● WORK REQUEST:
Starting at the line that holds "thumb mcp: (397, 144)" and stopping at the line that holds "ring pip: (417, 114)", restate the records below word for word, with both of those lines included.

--- DATA UNDER STUDY Enclosed Below ---

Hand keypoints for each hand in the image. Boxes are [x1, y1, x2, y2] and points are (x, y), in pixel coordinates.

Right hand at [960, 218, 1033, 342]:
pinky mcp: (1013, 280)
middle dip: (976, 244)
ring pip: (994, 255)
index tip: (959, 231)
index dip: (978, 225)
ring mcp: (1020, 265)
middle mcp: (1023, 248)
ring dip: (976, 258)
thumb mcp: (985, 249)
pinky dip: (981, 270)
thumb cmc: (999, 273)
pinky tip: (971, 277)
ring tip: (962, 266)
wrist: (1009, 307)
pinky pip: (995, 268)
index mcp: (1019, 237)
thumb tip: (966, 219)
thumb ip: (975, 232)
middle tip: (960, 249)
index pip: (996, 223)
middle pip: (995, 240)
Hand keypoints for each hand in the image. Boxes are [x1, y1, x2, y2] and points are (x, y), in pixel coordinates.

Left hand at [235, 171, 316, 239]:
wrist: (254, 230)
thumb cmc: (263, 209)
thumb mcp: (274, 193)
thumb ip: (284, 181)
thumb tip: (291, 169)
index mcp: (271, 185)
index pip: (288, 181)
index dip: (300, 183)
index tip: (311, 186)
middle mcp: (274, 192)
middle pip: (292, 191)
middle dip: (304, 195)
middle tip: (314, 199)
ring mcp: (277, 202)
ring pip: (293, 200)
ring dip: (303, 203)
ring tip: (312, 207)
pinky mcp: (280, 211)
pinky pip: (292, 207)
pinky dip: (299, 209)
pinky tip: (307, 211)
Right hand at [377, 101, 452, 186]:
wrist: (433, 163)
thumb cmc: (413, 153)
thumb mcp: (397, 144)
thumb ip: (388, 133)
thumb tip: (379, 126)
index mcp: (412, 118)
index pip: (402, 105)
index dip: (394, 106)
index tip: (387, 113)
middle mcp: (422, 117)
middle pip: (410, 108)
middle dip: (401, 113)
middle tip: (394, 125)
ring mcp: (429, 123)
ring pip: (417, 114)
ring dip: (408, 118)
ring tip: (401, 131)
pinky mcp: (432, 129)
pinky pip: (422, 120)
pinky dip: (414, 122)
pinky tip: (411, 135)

--- End of Enclosed DATA UNDER STUDY ---
--- DATA UNDER STUDY Enclosed Below ---

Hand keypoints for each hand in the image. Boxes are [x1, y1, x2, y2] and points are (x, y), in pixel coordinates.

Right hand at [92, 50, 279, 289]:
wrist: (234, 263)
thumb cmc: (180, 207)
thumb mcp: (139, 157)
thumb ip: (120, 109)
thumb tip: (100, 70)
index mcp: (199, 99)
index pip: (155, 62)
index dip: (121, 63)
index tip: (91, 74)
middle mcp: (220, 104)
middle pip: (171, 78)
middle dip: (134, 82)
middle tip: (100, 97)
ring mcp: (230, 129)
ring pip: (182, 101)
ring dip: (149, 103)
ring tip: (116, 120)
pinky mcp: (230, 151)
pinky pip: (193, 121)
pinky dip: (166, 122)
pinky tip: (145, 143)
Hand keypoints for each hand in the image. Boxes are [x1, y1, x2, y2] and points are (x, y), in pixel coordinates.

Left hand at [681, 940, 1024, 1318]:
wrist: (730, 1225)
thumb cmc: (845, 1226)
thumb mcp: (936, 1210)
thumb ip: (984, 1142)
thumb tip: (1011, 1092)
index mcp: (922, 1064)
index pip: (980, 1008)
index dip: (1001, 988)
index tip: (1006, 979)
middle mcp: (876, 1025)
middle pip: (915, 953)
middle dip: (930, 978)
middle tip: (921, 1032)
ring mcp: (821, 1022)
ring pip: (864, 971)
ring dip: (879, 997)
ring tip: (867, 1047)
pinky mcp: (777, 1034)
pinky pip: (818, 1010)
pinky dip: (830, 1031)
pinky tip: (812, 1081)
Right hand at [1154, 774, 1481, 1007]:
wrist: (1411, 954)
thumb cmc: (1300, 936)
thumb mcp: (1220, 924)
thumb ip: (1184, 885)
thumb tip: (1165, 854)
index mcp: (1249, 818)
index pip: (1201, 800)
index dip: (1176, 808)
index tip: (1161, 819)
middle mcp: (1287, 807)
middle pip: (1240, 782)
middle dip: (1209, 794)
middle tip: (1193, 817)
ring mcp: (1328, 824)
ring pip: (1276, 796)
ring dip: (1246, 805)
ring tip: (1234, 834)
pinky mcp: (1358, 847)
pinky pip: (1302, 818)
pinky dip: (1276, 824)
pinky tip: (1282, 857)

--- End of Enclosed DATA UNDER STUDY ---
--- DATA UNDER STUDY Enclosed Below ---

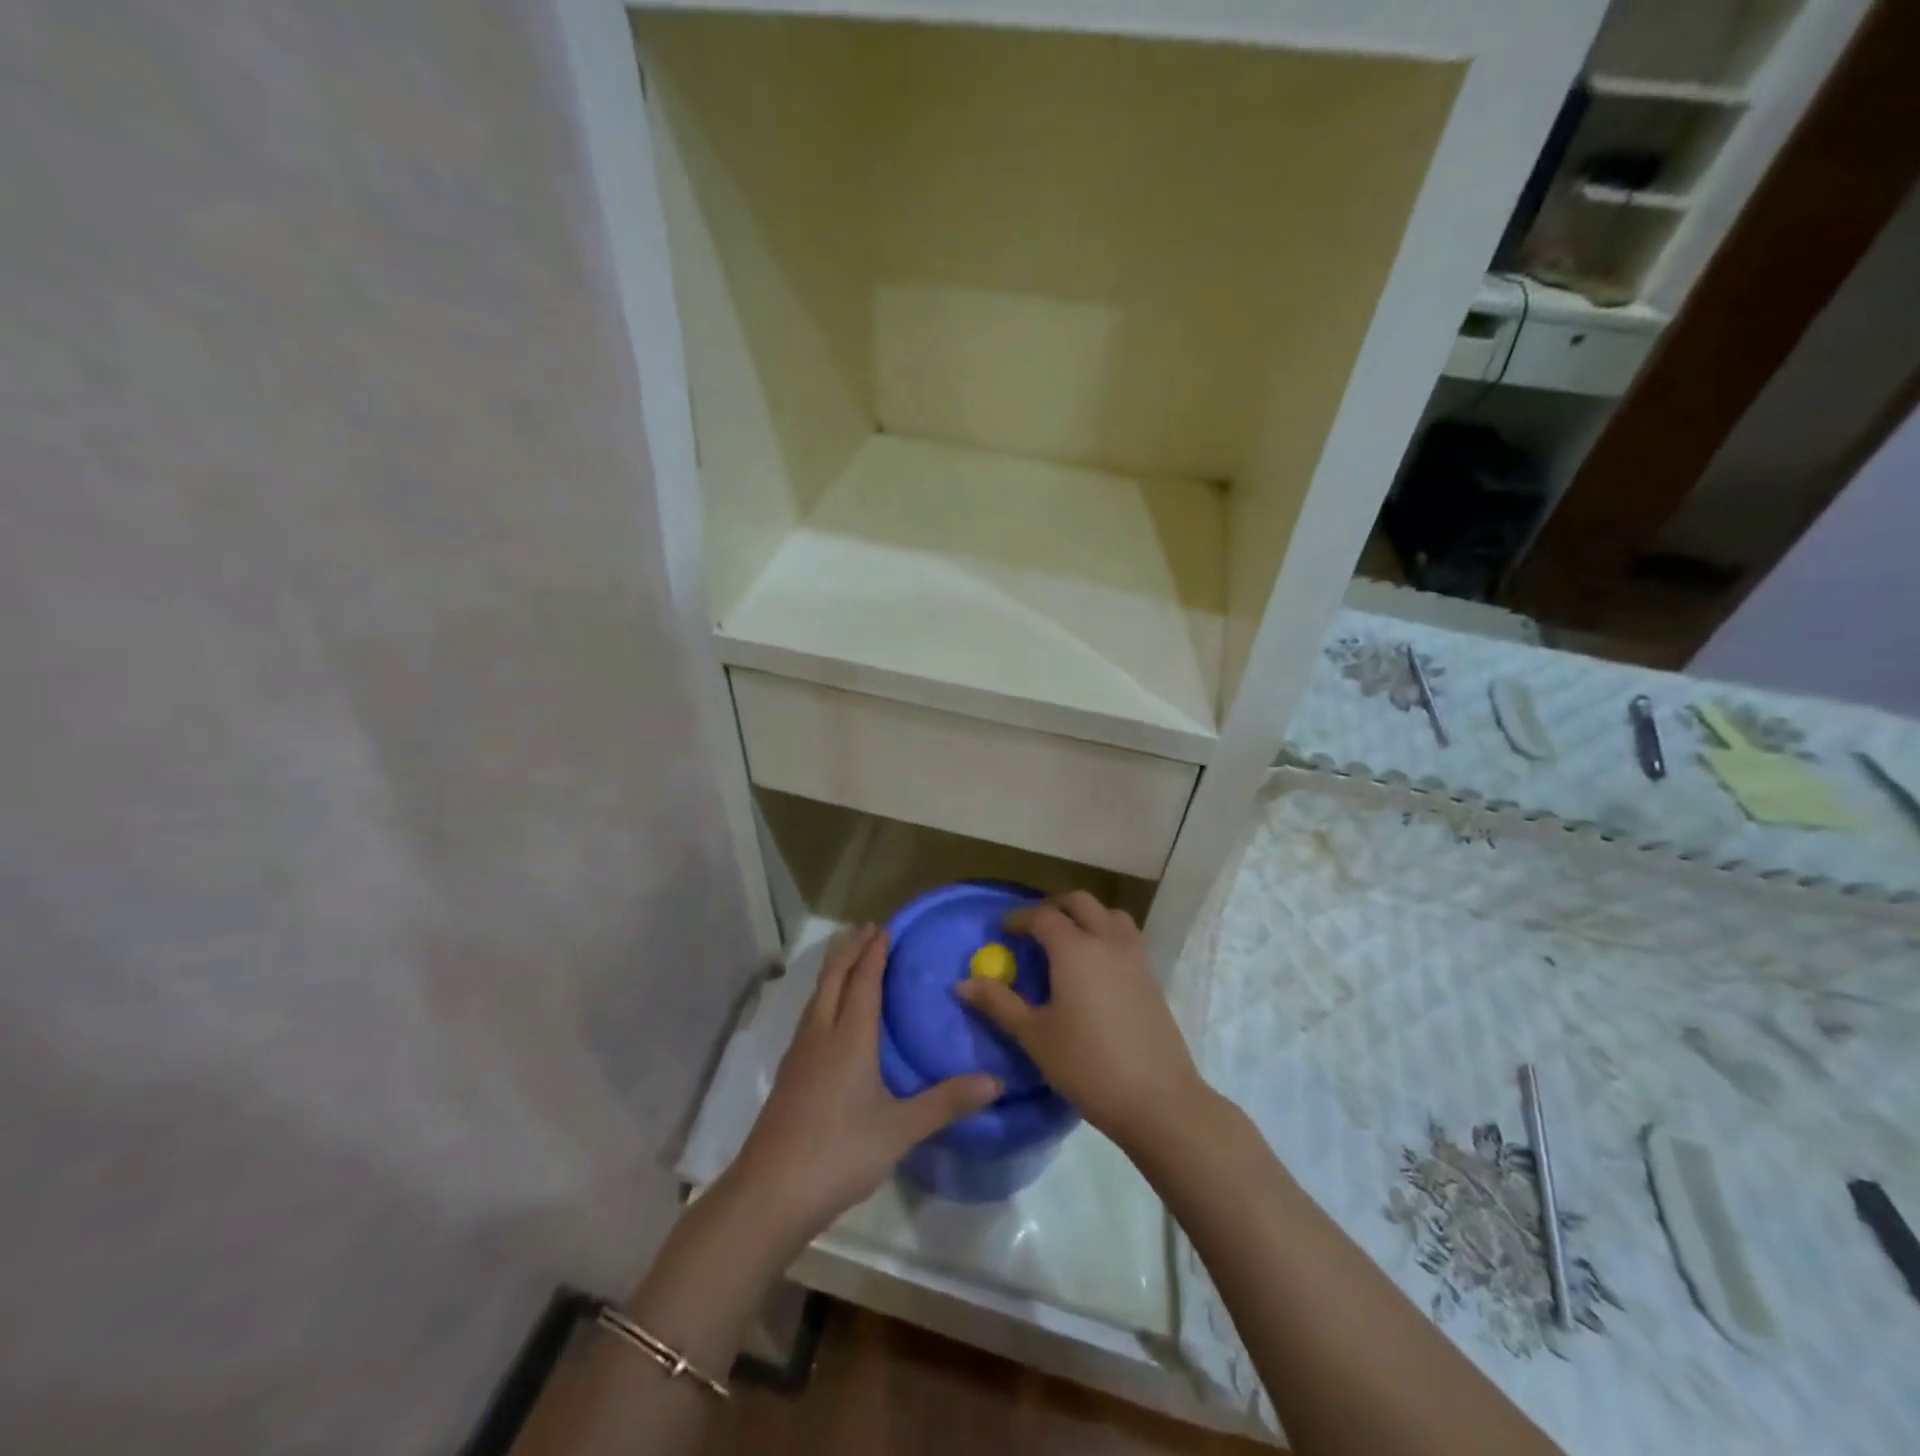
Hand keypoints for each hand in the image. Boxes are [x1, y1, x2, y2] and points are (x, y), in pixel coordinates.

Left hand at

--- End of Enclosed DATA UNDER STUDY ---

● RESULT OF THE TASK:
thumb mcp: (397, 144)
thumb ip: (388, 133)
thumb tip: (379, 126)
index mcp: (412, 118)
index pip: (402, 105)
index dip: (394, 106)
index tip: (387, 113)
middle mcp: (422, 117)
middle pip: (410, 108)
middle dip: (401, 113)
middle tip: (394, 125)
ring mcp: (429, 123)
ring pip: (417, 114)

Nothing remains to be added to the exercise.